The purpose of this unit is to develop critical thinking skills, make the science curriculum more exciting for students, incorporate the scientific method, and encourage students to make connections between school science and real life. It is designed for second grade, for which the study of liquids and solids is an important aspect of the science curriculum. This is one of four units of study required by the district and incorporates the use of an STC (Science and Technology for Children) science kit, which contains suggested lessons and materials for the students to explore. The study of kitchen science will add in-depth understanding and real life applications that go beyond the learning they achieve through participation with the science kit.
This unit will help the students understand the scientific principles that affect matter. The students will use scientific inquiry, experiments, and observations to understand different states of matter. The experiments included in this unit will be designed to challenge and expand student comprehension by demonstrating exceptions and changes that apply to the traditionally defined categories of liquids and solids. Furthermore, learning about the science of the kitchen will allow students to apply their learning in the classroom to everyday materials they see at home.
This unit is designed for second grade at Davis Street Inter-District Magnet School. The school is a "Title 1" school with a majority of its student body comprised of families from low socioeconomic background. Since many of the students lack the extracurricular experiences their suburban counterparts enjoy, there is a great need to provide interesting lessons that actively capture their attention while they are in school. It is especially important to teach science in an engaging way that will inspire students to think critically and prepare them for more advanced science and state mandated testing of science in their near academic future.
There has been a great emphasis recently on reading and writing in order to address a need to improve scores on state-mandated tests, so the science activities need to be integrated with the literacy curriculum. Therefore, this unit will incorporate the use of second grade reading material for students to learn from and respond to. They will read and write about the various states of matter and the physical changes matter goes through. The students will always be required to write about what they have observed. Writing helps students to remember and reflect on what they have just learned and how their understandings have developed over time. The integration of science with language arts and other subject areas, as well as the hands-on nature of the activities included, will activate the various learning styles and academic strengths of individual students. Therefore, this unit contains writing and reading comprehension activities that correspond to the objectives of the required literacy curriculum.
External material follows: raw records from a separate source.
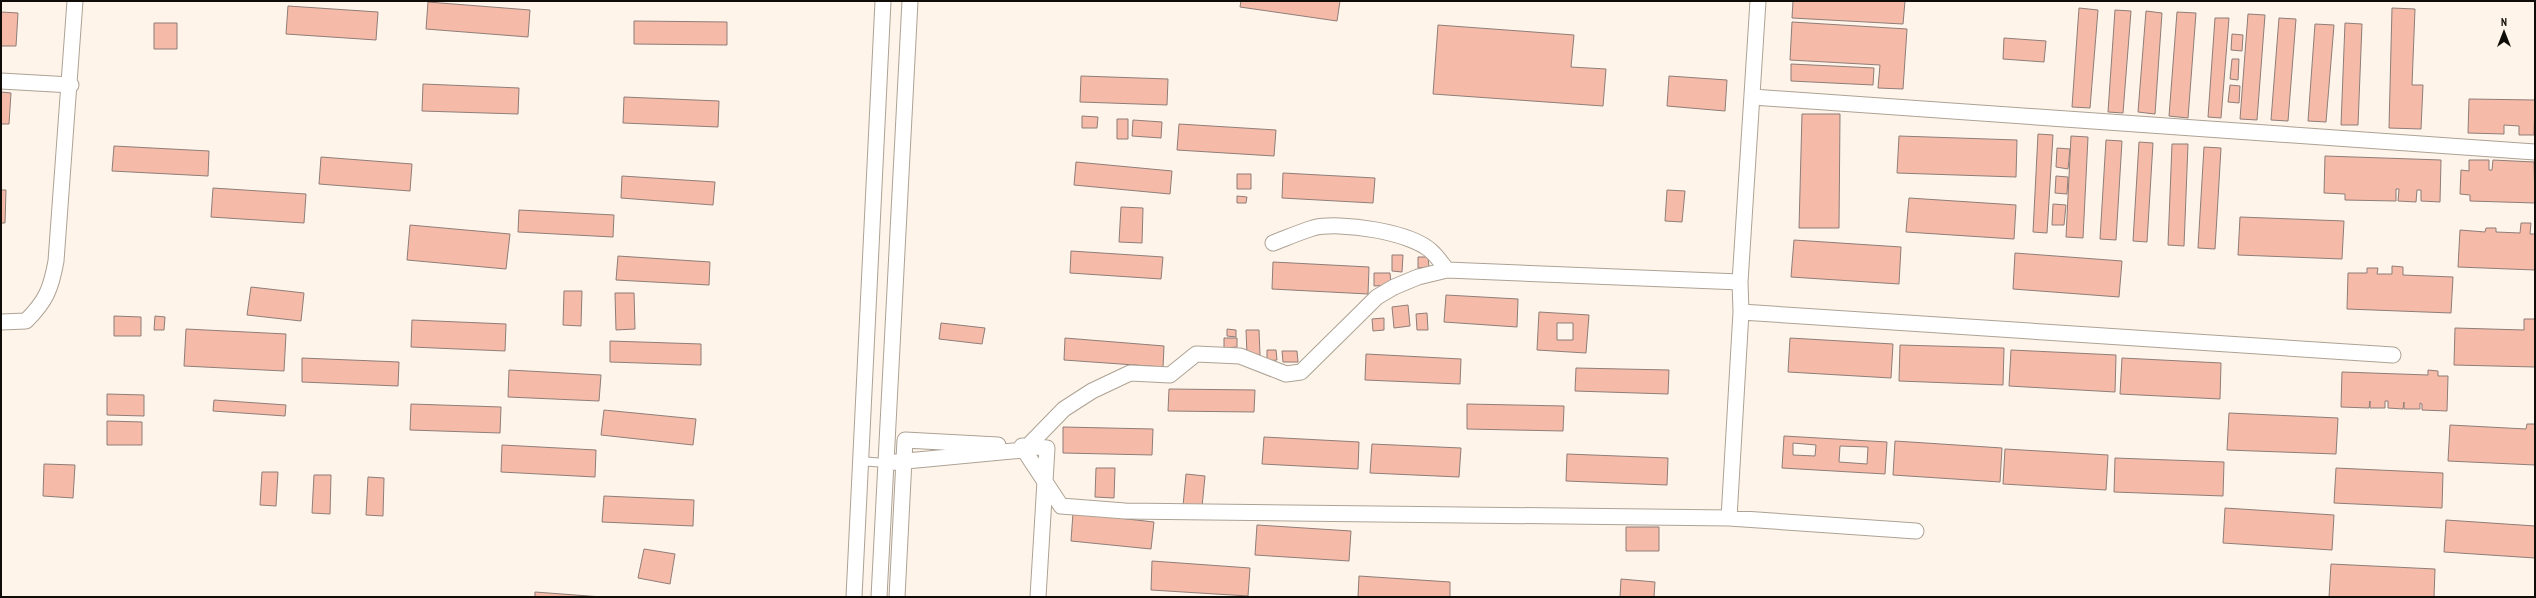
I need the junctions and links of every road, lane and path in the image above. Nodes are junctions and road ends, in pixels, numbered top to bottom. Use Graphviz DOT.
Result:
graph roads {
  1 [pos="76,1"];
  2 [pos="883,1"];
  3 [pos="910,1"];
  4 [pos="1758,1"];
  5 [pos="1,81"];
  6 [pos="71,85"];
  7 [pos="1753,97"];
  8 [pos="2535,152"];
  9 [pos="1273,243"];
  10 [pos="1447,270"];
  11 [pos="1740,282"];
  12 [pos="1741,312"];
  13 [pos="1,322"];
  14 [pos="2393,355"];
  15 [pos="1024,450"];
  16 [pos="860,461"];
  17 [pos="885,463"];
  18 [pos="1729,518"];
  19 [pos="1916,531"];
  20 [pos="854,597"];
  21 [pos="879,597"];
  22 [pos="897,597"];
  23 [pos="1038,597"];
  1 -- 6 [label="street"];
  2 -- 16 [label="street"];
  3 -- 17 [label="street"];
  4 -- 7 [label="street"];
  5 -- 6 [label="street"];
  6 -- 13 [label="street"];
  7 -- 8 [label="street"];
  7 -- 11 [label="street"];
  9 -- 10 [label="street"];
  10 -- 11 [label="street"];
  10 -- 15 [label="street"];
  11 -- 12 [label="street"];
  12 -- 14 [label="street"];
  12 -- 18 [label="street"];
  15 -- 17 [label="street"];
  15 -- 18 [label="street"];
  16 -- 17 [label="lane"];
  16 -- 20 [label="street"];
  17 -- 21 [label="street"];
  18 -- 19 [label="street"];
  22 -- 23 [label="street"];
}
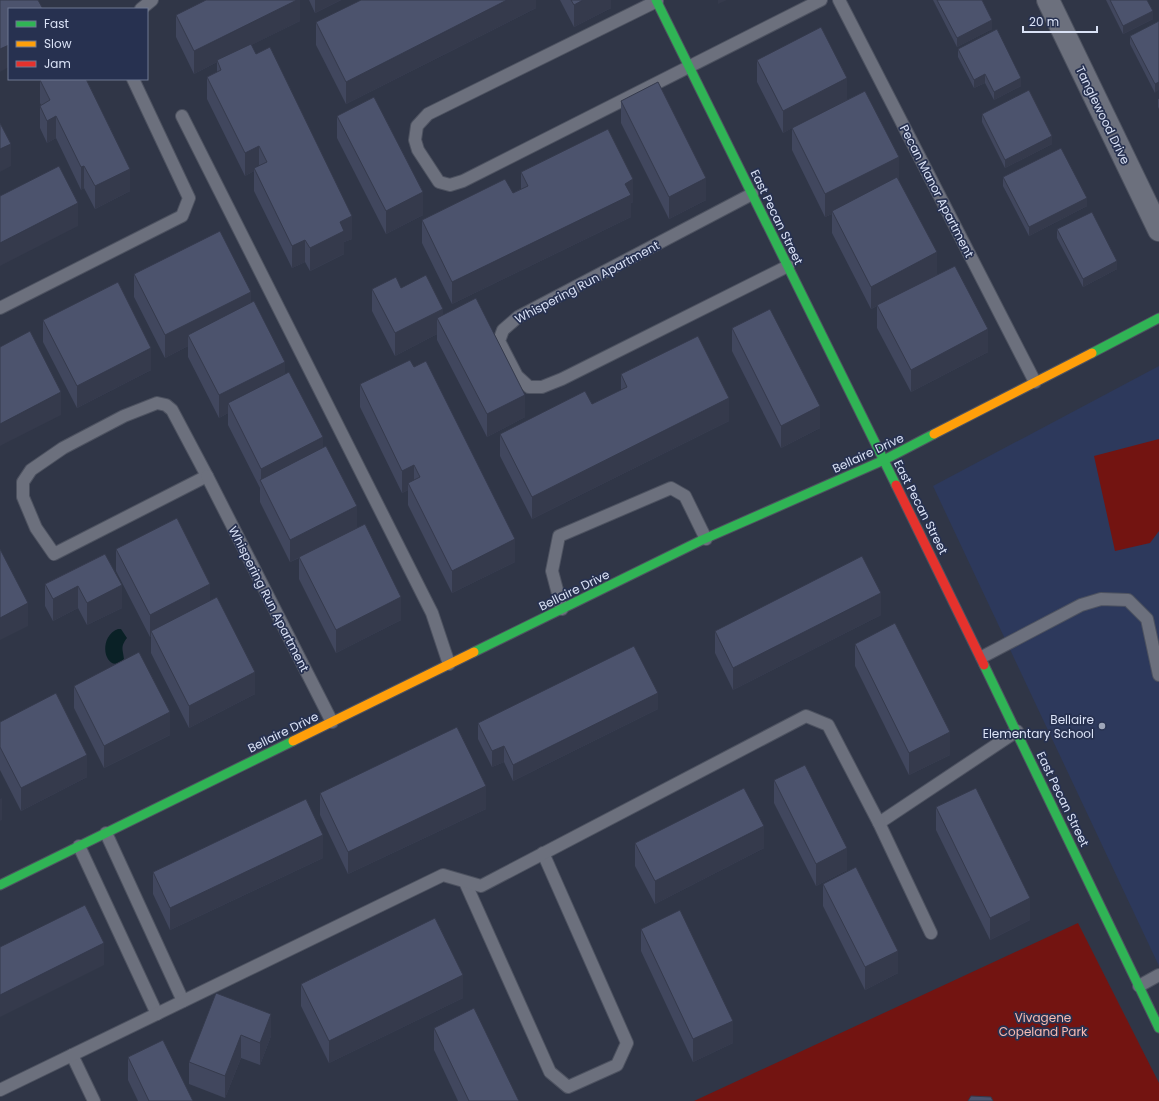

This curriculum unit is designed for second grade students, but the content could easily be extended to teach students from second to fifth grade. In order to adapt the curriculum for older children, the reading selections might be supplemented with more challenging and longer texts. The students could delve much deeper into terminology and learn more about the scientific principals. They would be expected to write with much more depth, but the content would be very similar.
The unit will consist of two main sections. The first section will provide various opportunities for students to sort and observe various properties of solids and liquids. The second section will provide hands on experiments to challenge some of the generalizations they may have made during the first section. The experiments will help students to understand how liquids and solids react under certain circumstances. Students will understand how energy affects matter and they will begin to understand how the movement of molecules affects the materials we see, touch and eat. The students will have opportunities to observe situations in which solids can be made to flow and act like a liquid, as well as observe situations that create changes in state from solid to liquid or vice versa. The students will use foods and other familiar materials to make these observations. This unit will provide multiple opportunities for scientific inquiry, and will leave students with both questions and answers. Group and class discussions will follow each experiment to address and correct assumptions and misunderstandings. The activities will address several New Haven Science Standards, as noted in Appendix 1.